Has your mother-in-law ever asked you for legal help? Giving legal advice to family members can be challenging for lots of reasons — but it often comes with the territory when you have a law license. A Colorado lawyer, however, recently got into disciplinary trouble for helping his Minnesota in-laws in a small collection matter. In a badly flawed decision, a divided Minnesota Supreme Court decided that he had engaged in the unauthorized practice of law, and that no “safe harbor” applied to permit his activities — which consisted of sending e-mails from Colorado into Minnesota in order to negotiate the judgment.

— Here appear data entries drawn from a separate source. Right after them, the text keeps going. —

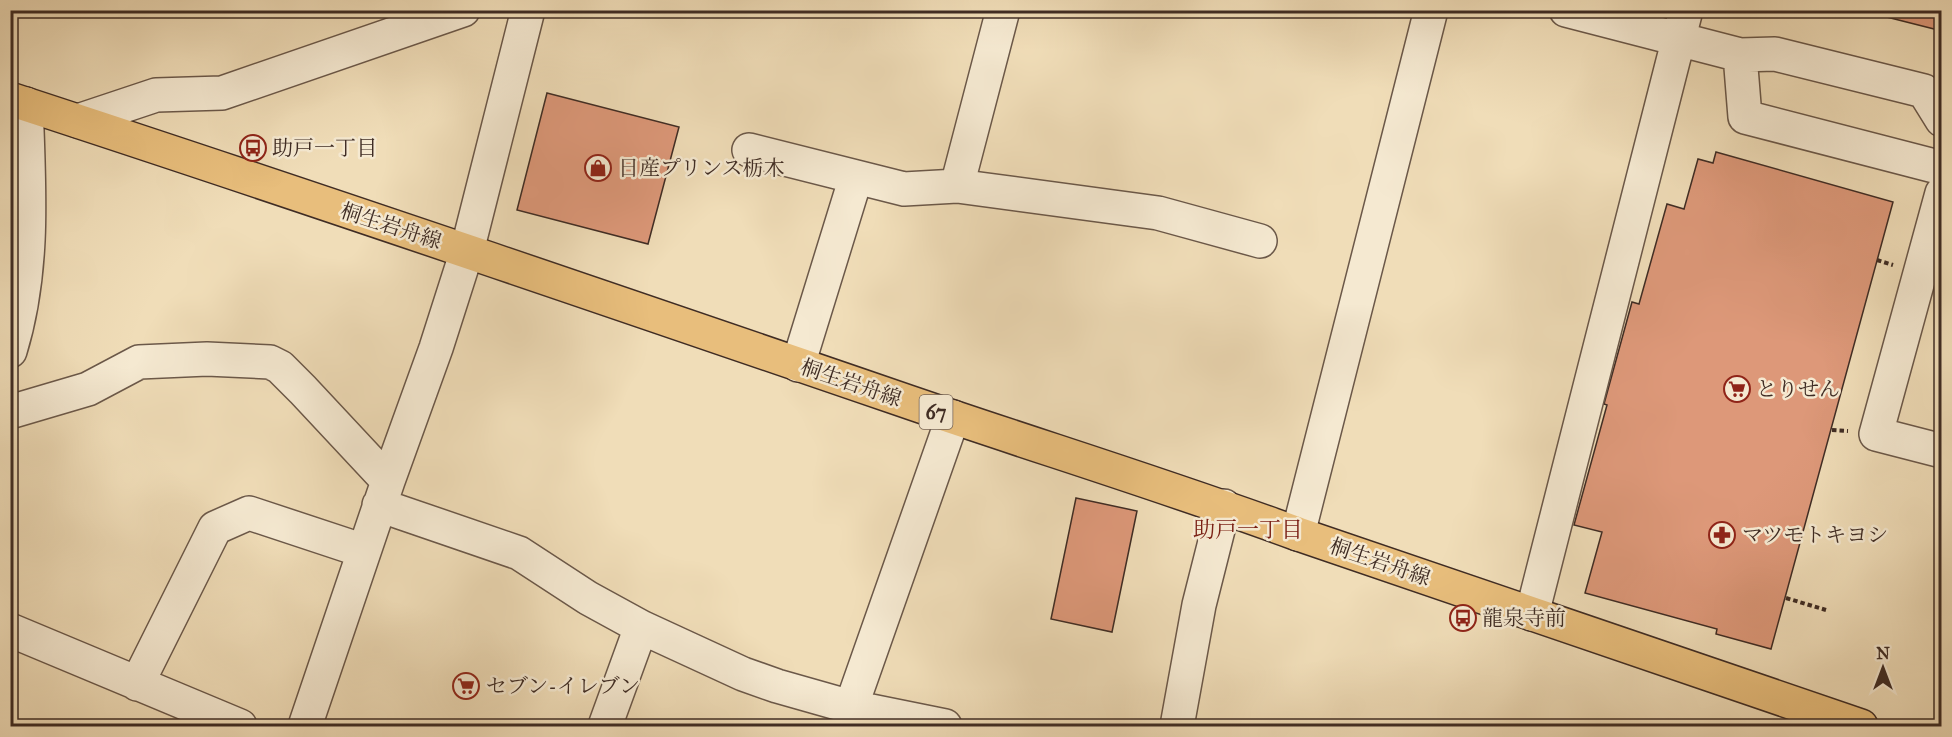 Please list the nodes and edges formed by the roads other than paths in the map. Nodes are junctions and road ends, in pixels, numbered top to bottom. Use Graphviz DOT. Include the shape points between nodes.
graph roads {
  1 [pos="463,10"];
  2 [pos="528,10"];
  3 [pos="1003,10"];
  4 [pos="1431,10"];
  5 [pos="1566,10"];
  6 [pos="1682,25"];
  7 [pos="1740,55"];
  8 [pos="18,102"];
  9 [pos="1941,120"];
  10 [pos="78,121"];
  11 [pos="750,150"];
  12 [pos="1941,168"];
  13 [pos="856,177"];
  14 [pos="957,186"];
  15 [pos="1941,193"];
  16 [pos="1260,241"];
  17 [pos="466,251"];
  18 [pos="10,351"];
  19 [pos="798,365"];
  20 [pos="10,412"];
  21 [pos="952,417"];
  22 [pos="1941,451"];
  23 [pos="384,493"];
  24 [pos="1224,506"];
  25 [pos="1298,534"];
  26 [pos="364,551"];
  27 [pos="1532,614"];
  28 [pos="641,627"];
  29 [pos="10,630"];
  30 [pos="137,684"];
  31 [pos="851,707"];
  32 [pos="932,725"];
  33 [pos="240,726"];
  34 [pos="305,726"];
  35 [pos="605,726"];
  36 [pos="1177,726"];
  37 [pos="1861,726"];
  1 -- 10 [label="street" via="222,93 156,95"];
  2 -- 17 [label="street"];
  3 -- 14 [label="street"];
  4 -- 25 [label="street"];
  5 -- 6 [label="street"];
  6 -- 7 [label="street"];
  6 -- 27 [label="street"];
  7 -- 9 [label="street" via="1775,54 1924,90"];
  7 -- 12 [label="street" via="1745,117"];
  8 -- 10 [label="main road, 桐生岩舟線 / 67"];
  8 -- 18 [label="street" via="30,214 27,275"];
  10 -- 17 [label="main road, 桐生岩舟線 / 67"];
  11 -- 13 [label="street"];
  13 -- 14 [label="street" via="904,189"];
  13 -- 19 [label="street"];
  14 -- 16 [label="street" via="1158,213"];
  15 -- 22 [label="street" via="1876,434"];
  17 -- 19 [label="main road, 桐生岩舟線 / 67"];
  17 -- 23 [label="street"];
  19 -- 21 [label="main road, 桐生岩舟線 / 67"];
  20 -- 23 [label="street" via="88,389 139,362 270,362 303,390"];
  21 -- 24 [label="main road, 桐生岩舟線 / 67"];
  21 -- 31 [label="street"];
  23 -- 26 [label="street"];
  23 -- 28 [label="street" via="519,553"];
  24 -- 25 [label="main road, 桐生岩舟線 / 67"];
  24 -- 36 [label="street"];
  25 -- 27 [label="main road, 桐生岩舟線 / 67"];
  26 -- 30 [label="street" via="249,513 215,528"];
  26 -- 34 [label="street"];
  27 -- 37 [label="main road, 桐生岩舟線 / 67"];
  28 -- 31 [label="street" via="743,674"];
  28 -- 35 [label="street"];
  29 -- 30 [label="street"];
  30 -- 33 [label="street"];
  31 -- 32 [label="street"];
}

Coming 14 years after the ABA adopted Model Rule 5.5(b)-(d), this opinion spotlights how turf protection by state regulators has thwarted hopes for a multi-jurisdictional outlook that would be more in line with the realities of modern-day legal practice.
Admonished — astonished
The Colorado lawyer received the lowest level of discipline available in Minnesota — a private admonition — and therefore is not named in the court’s opinion.
His road to trouble in the North Star State began when his in-laws, residents of Minnesota, contacted him for help on a $2,300 judgment against them in a dispute with their condo association. From his law office in Colorado, where he has been practicing for 30 years, the lawyer exchanged about two dozen e-mails with the condo association’s Minnesota attorney over a four-month span, culminating in a settlement offer by the lawyer. Part of the lawyer’s litigation practice includes debt collection.
The state supreme court, agreeing with the hearing panel, held that “engaging in e-mail communications with people in Minnesota may constitute the unauthorized practice of law in Minnesota, in violation of Minn. R. Prof. Conduct 5.5(a), even if the lawyer is not physically present in Minnesota.”
Astonishingly, the court majority rejected the argument that the lawyer’s efforts on behalf of his in-laws “arose out of or were reasonably related to his practice in Colorado,” even though his practice there partly involves debt collection. Minnesota’s Rule 5.5(c)(4), like its Model Rule counterpart, creates a safe harbor for temporary practice in a state where the lawyer is not licensed, if the lawyer’s activities grow out of practice in the lawyer’s home state. Not here, said the four-justice majority. In a stunning bit of reality-denial, the court held that “simply because his in-laws contacted him in Colorado or appellant has done collections work in Colorado,” that was not enough to make the lawyer’s representation of his in-laws arise out of or reasonably relate to his practice in Colorado.
Dissent: This is a “step backwards”
The three dissenting justices wrote that the e-mails and “assistance with a small judgment-collection negotiation for his parents-in-law” were reasonably related to the lawyer’s Colorado practice, and thus within the safe harbor of Rule 5.5(c)(4). They properly saw the majority’s holding as “troubling and counterproductive,” in light of Model Rule 5.5’s policy: to be a “bold step towards new latitude in multijurisdictional practice of law, which accommodates the increasingly mobile and electronic nature of modern, national legal practice.” The majority’s decision, the dissenters wrote, “represents a step backwards.”
Contrary to the principles and policy goals intended by Rule 5.5, the majority’s holding, said the dissenting justices, means that “when family members or friends — an abundant source of clients — email or call a practitioner admitted in another state, seeking assistance in areas in which the practitioner is experienced and competent, relying on a relationship of trust and confidence, they must be turned away.”
The majority opinion relies on the parochial view that the Colorado lawyer’s knowledge and experience in negotiating resolutions of collection matters stopped at the state line, and that his e-mails sent into the ether across that state line constituted unauthorized practice that the citizens of Minnesota (i.e. his in-laws) needed protection from. It’s sad that we haven’t come farther than this since 2002 and the safe-harbor provisions of Model Rule 5.5.